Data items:
───

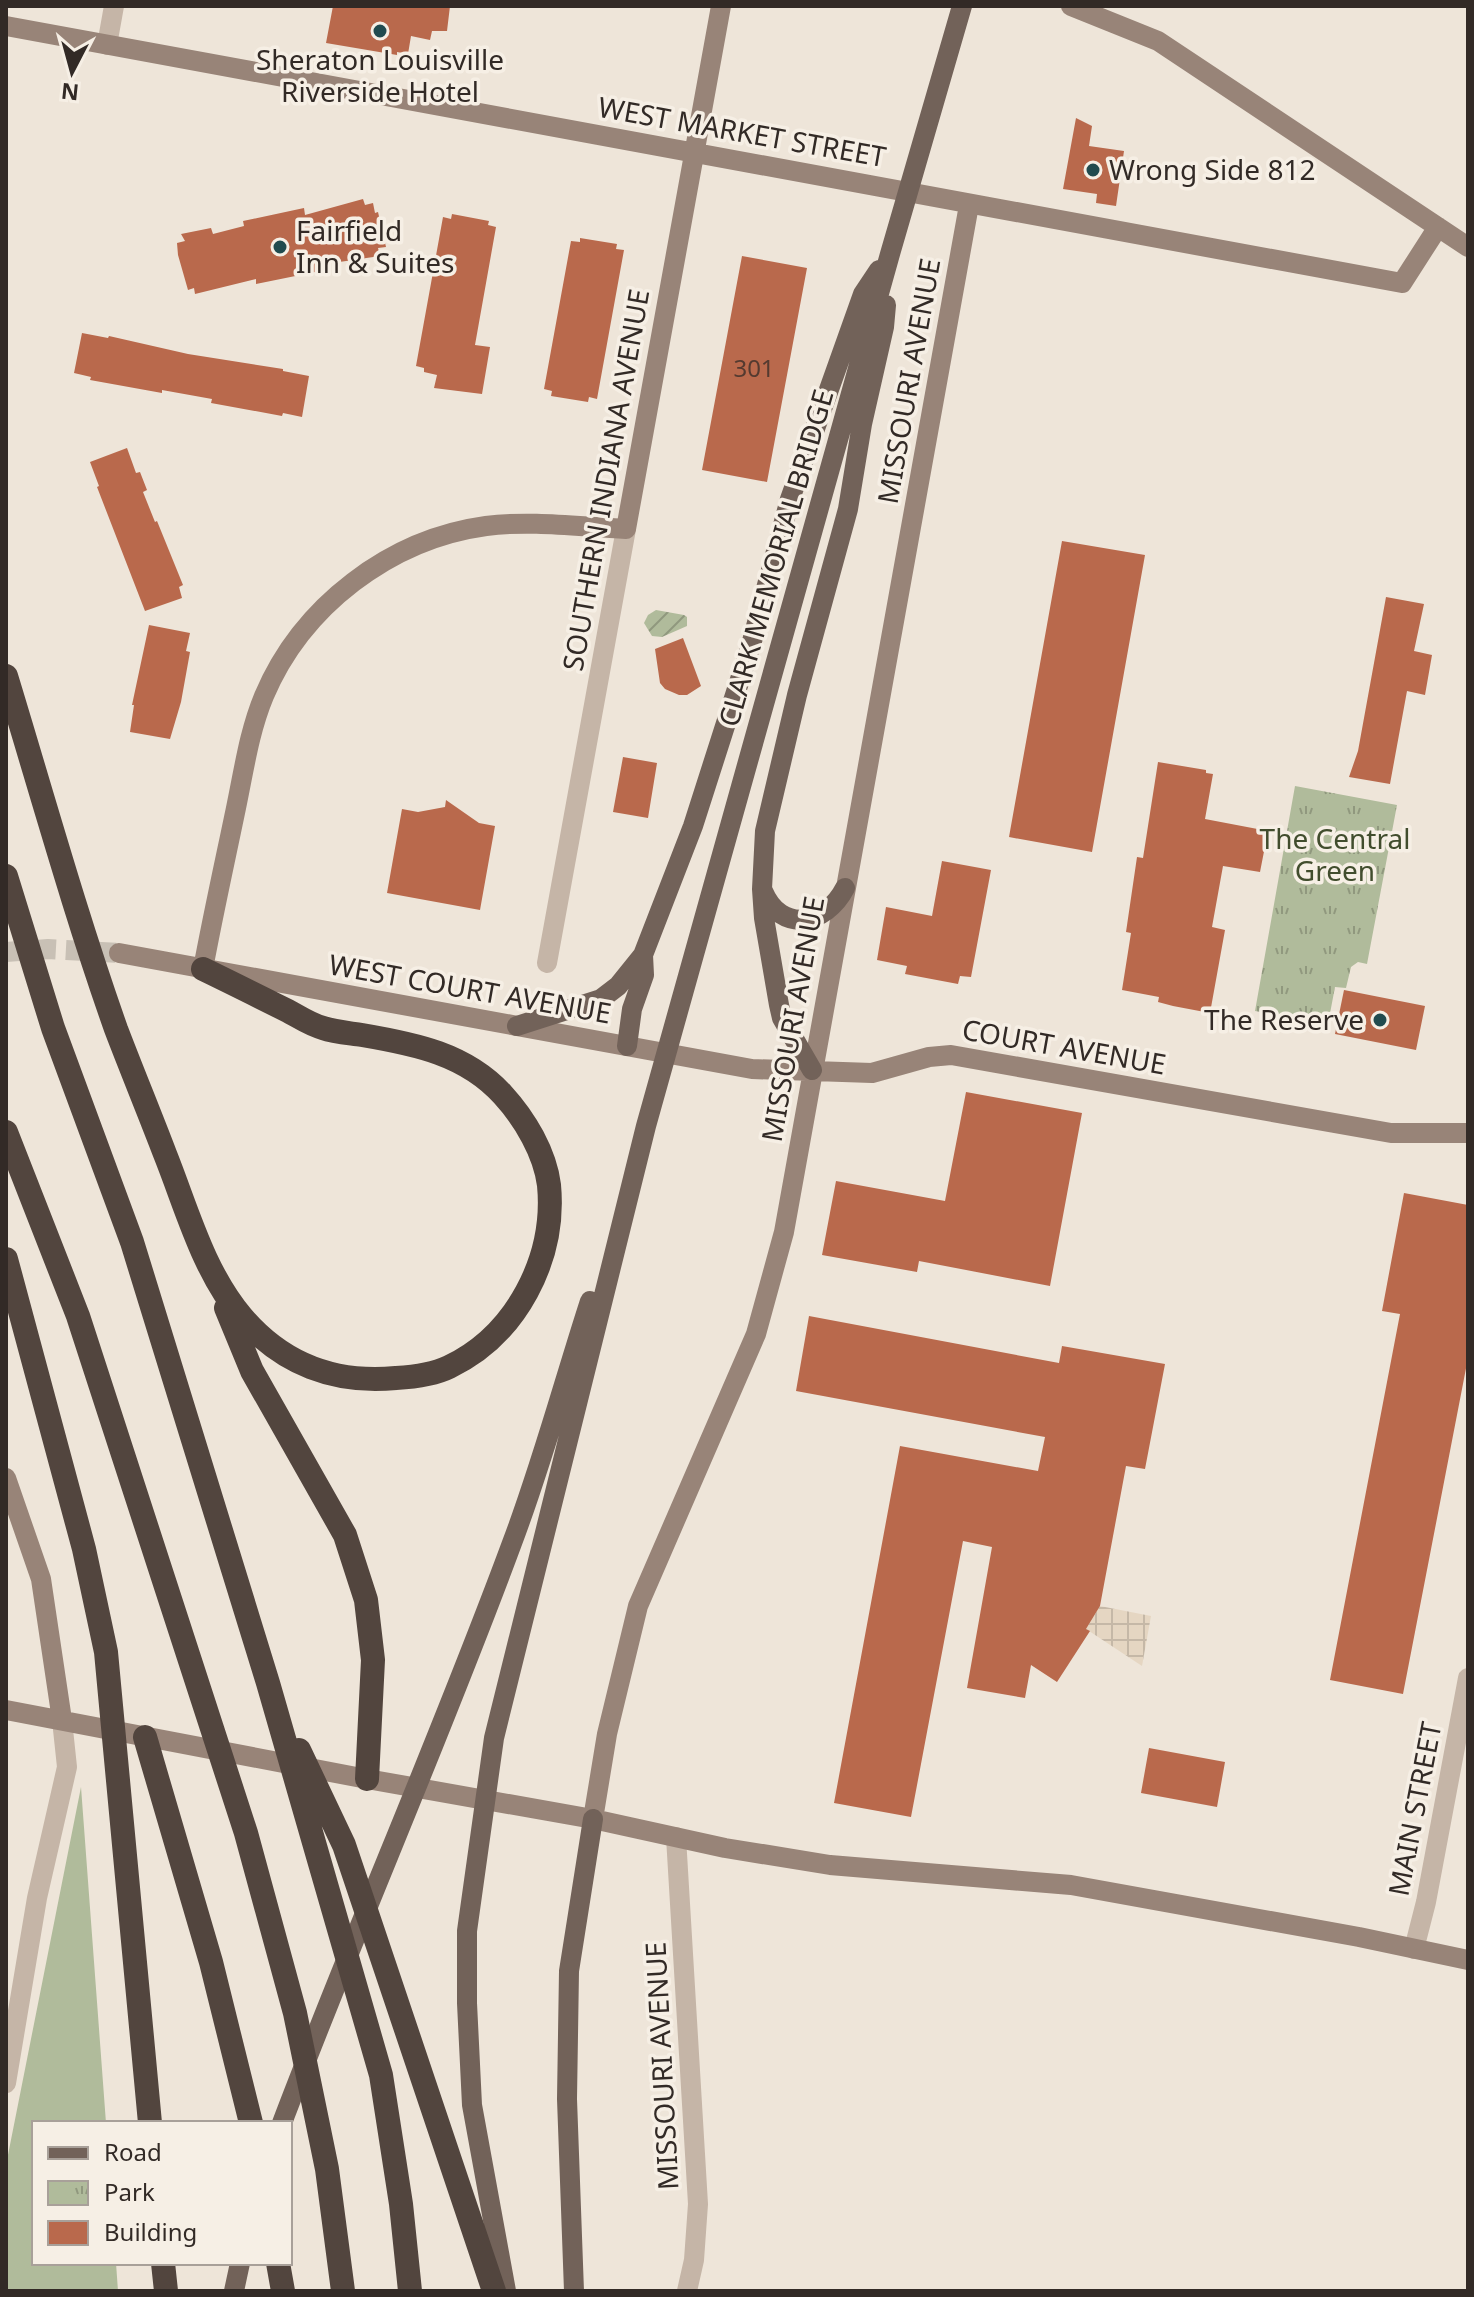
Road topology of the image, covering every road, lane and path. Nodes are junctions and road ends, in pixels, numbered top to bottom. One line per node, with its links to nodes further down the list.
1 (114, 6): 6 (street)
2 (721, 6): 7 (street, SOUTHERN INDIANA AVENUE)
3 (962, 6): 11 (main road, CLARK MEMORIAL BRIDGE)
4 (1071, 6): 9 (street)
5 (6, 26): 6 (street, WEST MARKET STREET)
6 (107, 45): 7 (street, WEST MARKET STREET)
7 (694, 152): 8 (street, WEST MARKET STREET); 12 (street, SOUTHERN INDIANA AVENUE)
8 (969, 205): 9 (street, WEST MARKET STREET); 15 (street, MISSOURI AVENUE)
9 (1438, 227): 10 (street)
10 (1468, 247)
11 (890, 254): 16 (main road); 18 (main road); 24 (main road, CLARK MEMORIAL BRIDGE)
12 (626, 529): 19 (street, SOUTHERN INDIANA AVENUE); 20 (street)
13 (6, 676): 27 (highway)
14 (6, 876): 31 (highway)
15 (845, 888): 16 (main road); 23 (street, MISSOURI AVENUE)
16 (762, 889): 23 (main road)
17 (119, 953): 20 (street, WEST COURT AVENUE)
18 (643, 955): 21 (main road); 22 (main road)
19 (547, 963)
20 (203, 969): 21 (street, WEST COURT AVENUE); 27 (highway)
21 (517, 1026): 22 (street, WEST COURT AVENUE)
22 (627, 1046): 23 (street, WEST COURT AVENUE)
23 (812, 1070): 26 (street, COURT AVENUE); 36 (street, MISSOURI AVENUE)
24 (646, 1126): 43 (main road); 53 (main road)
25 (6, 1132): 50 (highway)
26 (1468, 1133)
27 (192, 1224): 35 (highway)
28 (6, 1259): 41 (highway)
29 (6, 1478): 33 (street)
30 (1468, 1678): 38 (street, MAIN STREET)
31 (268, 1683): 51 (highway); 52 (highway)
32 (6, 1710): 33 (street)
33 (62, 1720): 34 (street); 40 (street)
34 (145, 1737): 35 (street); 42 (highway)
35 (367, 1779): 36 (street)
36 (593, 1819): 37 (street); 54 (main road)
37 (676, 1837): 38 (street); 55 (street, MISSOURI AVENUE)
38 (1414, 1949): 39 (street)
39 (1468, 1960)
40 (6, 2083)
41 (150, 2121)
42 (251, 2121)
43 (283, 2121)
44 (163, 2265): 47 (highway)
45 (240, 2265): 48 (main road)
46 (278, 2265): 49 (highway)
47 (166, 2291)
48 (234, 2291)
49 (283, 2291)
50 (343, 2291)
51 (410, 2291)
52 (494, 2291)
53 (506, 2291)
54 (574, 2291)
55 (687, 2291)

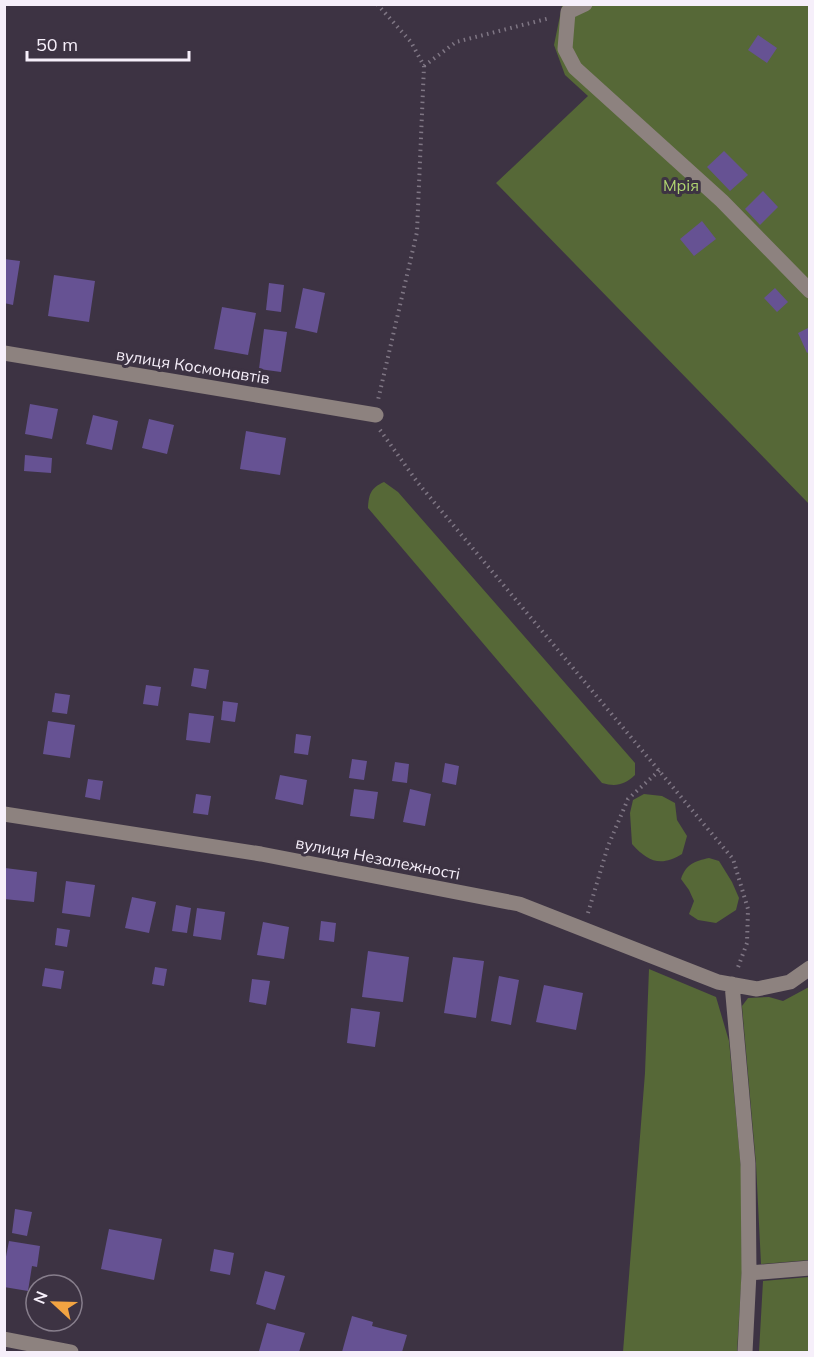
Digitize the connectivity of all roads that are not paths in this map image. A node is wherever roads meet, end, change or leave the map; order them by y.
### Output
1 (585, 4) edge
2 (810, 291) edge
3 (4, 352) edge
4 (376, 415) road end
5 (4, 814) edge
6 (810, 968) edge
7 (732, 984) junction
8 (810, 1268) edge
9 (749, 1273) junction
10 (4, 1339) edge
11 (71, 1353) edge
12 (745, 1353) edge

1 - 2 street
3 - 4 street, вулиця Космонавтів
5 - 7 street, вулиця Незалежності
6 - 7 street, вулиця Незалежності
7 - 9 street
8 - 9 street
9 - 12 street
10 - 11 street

───

BRIEF
Print the entries above word for word, without pictures.

SOLUTION BELOW
Road topology of the image, covering every road, lane and path. Nodes are junctions and road ends, in pixels, numbered top to bottom. One line per node, with its links to nodes further down the list.
1 (114, 6): 6 (street)
2 (721, 6): 7 (street, SOUTHERN INDIANA AVENUE)
3 (962, 6): 11 (main road, CLARK MEMORIAL BRIDGE)
4 (1071, 6): 9 (street)
5 (6, 26): 6 (street, WEST MARKET STREET)
6 (107, 45): 7 (street, WEST MARKET STREET)
7 (694, 152): 8 (street, WEST MARKET STREET); 12 (street, SOUTHERN INDIANA AVENUE)
8 (969, 205): 9 (street, WEST MARKET STREET); 15 (street, MISSOURI AVENUE)
9 (1438, 227): 10 (street)
10 (1468, 247)
11 (890, 254): 16 (main road); 18 (main road); 24 (main road, CLARK MEMORIAL BRIDGE)
12 (626, 529): 19 (street, SOUTHERN INDIANA AVENUE); 20 (street)
13 (6, 676): 27 (highway)
14 (6, 876): 31 (highway)
15 (845, 888): 16 (main road); 23 (street, MISSOURI AVENUE)
16 (762, 889): 23 (main road)
17 (119, 953): 20 (street, WEST COURT AVENUE)
18 (643, 955): 21 (main road); 22 (main road)
19 (547, 963)
20 (203, 969): 21 (street, WEST COURT AVENUE); 27 (highway)
21 (517, 1026): 22 (street, WEST COURT AVENUE)
22 (627, 1046): 23 (street, WEST COURT AVENUE)
23 (812, 1070): 26 (street, COURT AVENUE); 36 (street, MISSOURI AVENUE)
24 (646, 1126): 43 (main road); 53 (main road)
25 (6, 1132): 50 (highway)
26 (1468, 1133)
27 (192, 1224): 35 (highway)
28 (6, 1259): 41 (highway)
29 (6, 1478): 33 (street)
30 (1468, 1678): 38 (street, MAIN STREET)
31 (268, 1683): 51 (highway); 52 (highway)
32 (6, 1710): 33 (street)
33 (62, 1720): 34 (street); 40 (street)
34 (145, 1737): 35 (street); 42 (highway)
35 (367, 1779): 36 (street)
36 (593, 1819): 37 (street); 54 (main road)
37 (676, 1837): 38 (street); 55 (street, MISSOURI AVENUE)
38 (1414, 1949): 39 (street)
39 (1468, 1960)
40 (6, 2083)
41 (150, 2121)
42 (251, 2121)
43 (283, 2121)
44 (163, 2265): 47 (highway)
45 (240, 2265): 48 (main road)
46 (278, 2265): 49 (highway)
47 (166, 2291)
48 (234, 2291)
49 (283, 2291)
50 (343, 2291)
51 (410, 2291)
52 (494, 2291)
53 (506, 2291)
54 (574, 2291)
55 (687, 2291)

Digitize the connectivity of all roads that are not paths in this map image. A node is wherever roads meet, end, change or leave the map; order them by y.
### Output
1 (585, 4) edge
2 (810, 291) edge
3 (4, 352) edge
4 (376, 415) road end
5 (4, 814) edge
6 (810, 968) edge
7 (732, 984) junction
8 (810, 1268) edge
9 (749, 1273) junction
10 (4, 1339) edge
11 (71, 1353) edge
12 (745, 1353) edge

1 - 2 street
3 - 4 street, вулиця Космонавтів
5 - 7 street, вулиця Незалежності
6 - 7 street, вулиця Незалежності
7 - 9 street
8 - 9 street
9 - 12 street
10 - 11 street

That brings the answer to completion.